Input data ->
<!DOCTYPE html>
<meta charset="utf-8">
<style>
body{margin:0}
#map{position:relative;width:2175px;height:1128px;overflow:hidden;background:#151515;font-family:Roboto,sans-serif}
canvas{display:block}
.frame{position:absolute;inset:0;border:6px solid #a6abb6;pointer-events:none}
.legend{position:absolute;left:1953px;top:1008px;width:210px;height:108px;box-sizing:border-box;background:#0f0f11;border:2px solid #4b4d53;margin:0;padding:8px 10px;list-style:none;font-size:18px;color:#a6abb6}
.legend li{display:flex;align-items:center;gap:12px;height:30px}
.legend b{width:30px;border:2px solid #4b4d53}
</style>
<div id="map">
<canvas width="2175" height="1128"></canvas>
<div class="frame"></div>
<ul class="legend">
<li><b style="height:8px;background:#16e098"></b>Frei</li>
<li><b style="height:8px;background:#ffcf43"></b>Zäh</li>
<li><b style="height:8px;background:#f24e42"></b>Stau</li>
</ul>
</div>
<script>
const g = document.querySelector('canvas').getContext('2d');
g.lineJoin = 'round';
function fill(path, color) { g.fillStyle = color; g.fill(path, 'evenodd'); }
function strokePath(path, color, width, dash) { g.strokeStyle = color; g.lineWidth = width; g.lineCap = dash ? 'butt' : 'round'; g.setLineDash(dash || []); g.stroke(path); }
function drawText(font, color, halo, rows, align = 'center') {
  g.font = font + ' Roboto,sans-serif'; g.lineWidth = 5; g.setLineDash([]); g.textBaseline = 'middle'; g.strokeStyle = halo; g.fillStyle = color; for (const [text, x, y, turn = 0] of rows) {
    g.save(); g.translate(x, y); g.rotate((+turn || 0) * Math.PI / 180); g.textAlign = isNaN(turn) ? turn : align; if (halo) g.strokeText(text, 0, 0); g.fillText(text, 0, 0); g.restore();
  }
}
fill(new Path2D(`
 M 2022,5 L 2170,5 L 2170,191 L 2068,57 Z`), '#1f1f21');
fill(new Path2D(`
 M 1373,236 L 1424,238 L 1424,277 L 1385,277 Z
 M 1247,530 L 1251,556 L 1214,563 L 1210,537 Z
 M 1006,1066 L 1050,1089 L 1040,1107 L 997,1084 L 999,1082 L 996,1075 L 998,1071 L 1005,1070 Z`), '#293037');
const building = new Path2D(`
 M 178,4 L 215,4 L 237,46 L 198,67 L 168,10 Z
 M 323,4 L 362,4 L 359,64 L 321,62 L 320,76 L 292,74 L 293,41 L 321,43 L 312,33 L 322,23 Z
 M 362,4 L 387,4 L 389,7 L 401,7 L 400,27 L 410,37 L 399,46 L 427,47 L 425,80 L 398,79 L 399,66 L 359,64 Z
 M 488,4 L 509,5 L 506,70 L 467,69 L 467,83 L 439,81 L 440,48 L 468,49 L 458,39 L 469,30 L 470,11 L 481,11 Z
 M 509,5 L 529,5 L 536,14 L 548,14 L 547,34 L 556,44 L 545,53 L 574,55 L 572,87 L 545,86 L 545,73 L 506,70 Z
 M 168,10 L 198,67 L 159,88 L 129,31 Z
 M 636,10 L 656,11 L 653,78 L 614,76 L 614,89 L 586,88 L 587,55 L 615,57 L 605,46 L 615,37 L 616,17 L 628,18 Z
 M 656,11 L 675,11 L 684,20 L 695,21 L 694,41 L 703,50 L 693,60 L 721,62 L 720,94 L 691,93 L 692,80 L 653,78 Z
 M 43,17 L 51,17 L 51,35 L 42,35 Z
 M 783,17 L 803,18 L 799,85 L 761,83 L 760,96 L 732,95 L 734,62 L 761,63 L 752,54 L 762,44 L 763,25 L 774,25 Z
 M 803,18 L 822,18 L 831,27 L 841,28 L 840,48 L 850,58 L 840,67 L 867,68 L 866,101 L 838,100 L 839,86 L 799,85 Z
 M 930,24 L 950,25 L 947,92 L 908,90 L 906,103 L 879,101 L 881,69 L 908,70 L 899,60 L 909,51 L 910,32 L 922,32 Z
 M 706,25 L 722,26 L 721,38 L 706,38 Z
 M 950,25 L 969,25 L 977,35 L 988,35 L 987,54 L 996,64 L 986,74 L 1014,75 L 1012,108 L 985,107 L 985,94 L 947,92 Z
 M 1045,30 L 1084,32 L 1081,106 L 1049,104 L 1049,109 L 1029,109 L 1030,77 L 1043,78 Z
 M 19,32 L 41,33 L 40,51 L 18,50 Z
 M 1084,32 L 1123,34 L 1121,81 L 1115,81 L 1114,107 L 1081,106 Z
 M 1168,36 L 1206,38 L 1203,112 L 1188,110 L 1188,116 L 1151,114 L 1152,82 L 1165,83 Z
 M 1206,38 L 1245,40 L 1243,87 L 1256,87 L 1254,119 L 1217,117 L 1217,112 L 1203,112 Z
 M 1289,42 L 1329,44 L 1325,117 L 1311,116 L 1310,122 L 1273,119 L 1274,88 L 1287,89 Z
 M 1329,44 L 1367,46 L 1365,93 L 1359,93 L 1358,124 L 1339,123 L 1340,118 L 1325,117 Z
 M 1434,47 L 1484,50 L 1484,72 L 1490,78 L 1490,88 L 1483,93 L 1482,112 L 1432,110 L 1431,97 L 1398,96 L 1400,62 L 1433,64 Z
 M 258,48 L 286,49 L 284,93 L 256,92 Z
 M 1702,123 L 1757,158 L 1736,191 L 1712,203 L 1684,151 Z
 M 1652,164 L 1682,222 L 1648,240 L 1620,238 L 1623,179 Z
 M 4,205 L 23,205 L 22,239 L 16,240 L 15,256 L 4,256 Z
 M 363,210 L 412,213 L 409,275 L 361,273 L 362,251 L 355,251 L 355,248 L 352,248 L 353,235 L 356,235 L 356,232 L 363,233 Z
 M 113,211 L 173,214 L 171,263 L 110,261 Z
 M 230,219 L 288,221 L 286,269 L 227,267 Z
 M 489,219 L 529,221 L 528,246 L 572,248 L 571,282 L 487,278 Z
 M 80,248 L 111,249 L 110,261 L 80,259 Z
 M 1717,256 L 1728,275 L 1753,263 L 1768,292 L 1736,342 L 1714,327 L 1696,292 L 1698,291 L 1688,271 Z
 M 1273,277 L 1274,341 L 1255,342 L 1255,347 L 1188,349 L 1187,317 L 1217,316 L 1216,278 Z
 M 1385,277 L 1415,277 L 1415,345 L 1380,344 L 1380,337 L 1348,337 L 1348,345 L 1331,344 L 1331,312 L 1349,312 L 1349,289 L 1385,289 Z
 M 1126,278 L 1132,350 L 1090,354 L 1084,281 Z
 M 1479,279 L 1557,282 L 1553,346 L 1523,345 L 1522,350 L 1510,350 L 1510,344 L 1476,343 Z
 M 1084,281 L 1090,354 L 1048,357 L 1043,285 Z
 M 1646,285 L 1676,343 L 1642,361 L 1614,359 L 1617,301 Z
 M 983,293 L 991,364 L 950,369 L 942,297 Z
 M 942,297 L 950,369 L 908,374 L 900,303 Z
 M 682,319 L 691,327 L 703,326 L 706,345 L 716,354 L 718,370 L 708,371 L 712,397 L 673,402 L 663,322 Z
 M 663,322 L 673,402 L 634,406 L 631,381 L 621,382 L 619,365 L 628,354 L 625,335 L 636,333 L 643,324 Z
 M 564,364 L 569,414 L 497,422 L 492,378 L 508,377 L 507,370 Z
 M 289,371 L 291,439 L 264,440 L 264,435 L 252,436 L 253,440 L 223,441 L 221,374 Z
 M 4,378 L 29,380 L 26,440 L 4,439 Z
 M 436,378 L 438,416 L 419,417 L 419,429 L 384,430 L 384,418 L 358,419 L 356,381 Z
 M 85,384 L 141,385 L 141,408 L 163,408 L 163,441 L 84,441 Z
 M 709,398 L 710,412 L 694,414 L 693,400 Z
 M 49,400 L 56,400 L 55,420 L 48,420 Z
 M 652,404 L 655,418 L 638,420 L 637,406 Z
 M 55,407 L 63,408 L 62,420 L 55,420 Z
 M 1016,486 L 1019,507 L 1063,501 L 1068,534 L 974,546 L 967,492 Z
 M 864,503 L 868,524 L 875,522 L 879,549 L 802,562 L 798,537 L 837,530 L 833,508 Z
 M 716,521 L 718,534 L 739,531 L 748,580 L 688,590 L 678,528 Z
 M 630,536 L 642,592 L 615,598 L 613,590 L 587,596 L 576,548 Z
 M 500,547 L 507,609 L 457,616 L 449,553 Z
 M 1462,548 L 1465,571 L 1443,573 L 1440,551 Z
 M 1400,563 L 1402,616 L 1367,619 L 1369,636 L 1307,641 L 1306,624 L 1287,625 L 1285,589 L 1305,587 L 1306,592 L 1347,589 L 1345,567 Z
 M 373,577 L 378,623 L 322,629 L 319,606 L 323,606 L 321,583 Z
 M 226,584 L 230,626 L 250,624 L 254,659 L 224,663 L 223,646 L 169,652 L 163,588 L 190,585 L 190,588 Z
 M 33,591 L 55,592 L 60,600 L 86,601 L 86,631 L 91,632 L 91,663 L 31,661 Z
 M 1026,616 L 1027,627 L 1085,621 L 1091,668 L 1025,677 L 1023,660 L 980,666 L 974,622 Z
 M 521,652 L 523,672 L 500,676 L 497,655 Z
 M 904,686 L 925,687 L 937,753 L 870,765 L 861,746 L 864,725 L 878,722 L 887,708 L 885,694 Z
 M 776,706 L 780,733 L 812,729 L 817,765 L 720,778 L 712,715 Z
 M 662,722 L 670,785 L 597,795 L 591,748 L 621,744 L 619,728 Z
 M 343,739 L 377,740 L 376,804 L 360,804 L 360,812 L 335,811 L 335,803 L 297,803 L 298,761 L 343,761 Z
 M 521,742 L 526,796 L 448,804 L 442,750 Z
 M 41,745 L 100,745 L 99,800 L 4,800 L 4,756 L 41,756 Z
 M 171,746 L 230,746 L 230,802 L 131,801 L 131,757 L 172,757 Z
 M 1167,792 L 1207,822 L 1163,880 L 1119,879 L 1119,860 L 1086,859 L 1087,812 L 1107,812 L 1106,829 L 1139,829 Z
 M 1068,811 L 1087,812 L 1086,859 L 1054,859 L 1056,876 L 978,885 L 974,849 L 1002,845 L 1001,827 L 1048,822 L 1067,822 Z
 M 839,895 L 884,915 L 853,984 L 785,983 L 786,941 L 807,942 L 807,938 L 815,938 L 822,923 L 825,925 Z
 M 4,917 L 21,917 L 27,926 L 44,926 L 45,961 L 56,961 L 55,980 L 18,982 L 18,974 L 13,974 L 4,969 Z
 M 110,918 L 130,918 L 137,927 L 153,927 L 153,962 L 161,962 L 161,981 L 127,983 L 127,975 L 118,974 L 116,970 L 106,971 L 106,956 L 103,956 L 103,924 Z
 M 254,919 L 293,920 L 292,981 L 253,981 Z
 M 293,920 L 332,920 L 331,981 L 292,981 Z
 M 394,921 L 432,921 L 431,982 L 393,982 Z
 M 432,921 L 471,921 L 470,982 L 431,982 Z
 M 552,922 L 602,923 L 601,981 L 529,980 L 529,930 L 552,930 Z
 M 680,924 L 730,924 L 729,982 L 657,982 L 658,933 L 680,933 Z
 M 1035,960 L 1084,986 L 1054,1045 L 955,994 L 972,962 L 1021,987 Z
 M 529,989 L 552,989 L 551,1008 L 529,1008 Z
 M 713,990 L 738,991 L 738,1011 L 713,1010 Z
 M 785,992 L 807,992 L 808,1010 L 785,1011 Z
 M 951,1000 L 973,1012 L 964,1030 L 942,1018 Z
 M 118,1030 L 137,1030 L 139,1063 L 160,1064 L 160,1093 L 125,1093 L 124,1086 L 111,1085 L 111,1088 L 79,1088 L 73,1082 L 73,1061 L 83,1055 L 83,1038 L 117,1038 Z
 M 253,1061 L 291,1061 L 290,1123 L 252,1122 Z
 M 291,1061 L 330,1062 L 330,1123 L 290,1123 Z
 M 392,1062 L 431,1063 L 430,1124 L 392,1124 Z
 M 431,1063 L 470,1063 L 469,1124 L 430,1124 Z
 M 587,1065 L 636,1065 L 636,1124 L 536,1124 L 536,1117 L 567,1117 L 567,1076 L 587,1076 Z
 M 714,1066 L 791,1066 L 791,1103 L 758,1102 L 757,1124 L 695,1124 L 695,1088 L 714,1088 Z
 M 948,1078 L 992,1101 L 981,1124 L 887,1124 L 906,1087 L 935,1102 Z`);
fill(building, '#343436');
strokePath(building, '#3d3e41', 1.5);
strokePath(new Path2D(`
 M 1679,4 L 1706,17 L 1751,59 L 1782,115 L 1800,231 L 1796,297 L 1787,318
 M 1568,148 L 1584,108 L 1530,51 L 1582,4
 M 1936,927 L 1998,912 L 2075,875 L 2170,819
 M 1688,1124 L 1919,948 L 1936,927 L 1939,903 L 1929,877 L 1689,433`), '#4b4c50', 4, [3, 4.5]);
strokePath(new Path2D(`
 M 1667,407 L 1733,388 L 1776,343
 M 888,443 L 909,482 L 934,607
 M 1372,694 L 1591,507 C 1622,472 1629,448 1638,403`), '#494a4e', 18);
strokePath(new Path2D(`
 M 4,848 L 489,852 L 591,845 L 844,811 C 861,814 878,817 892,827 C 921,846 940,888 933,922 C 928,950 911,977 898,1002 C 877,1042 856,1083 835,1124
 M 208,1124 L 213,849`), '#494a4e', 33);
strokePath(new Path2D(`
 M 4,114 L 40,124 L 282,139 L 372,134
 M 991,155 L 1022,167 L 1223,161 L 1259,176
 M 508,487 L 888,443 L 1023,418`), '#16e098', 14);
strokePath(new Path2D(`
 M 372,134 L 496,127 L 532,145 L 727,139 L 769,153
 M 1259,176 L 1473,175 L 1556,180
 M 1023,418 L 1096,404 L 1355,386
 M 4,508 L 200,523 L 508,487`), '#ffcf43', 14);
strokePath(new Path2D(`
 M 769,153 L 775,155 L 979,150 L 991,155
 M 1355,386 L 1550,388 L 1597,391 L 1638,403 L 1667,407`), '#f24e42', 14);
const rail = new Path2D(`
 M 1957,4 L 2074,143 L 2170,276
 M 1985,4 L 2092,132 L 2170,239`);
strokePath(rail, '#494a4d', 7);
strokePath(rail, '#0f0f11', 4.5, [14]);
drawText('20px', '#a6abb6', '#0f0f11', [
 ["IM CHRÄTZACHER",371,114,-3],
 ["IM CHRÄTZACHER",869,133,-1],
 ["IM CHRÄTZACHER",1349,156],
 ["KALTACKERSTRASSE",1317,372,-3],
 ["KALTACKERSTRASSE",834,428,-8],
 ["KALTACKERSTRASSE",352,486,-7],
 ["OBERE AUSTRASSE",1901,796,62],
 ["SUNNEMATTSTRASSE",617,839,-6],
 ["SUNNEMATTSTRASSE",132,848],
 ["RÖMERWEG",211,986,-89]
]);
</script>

Required work -> With the string "display" as the key, filter the data above and show the lines that match.

Result of the exercise ->
canvas{display:block}
.legend li{display:flex;align-items:center;gap:12px;height:30px}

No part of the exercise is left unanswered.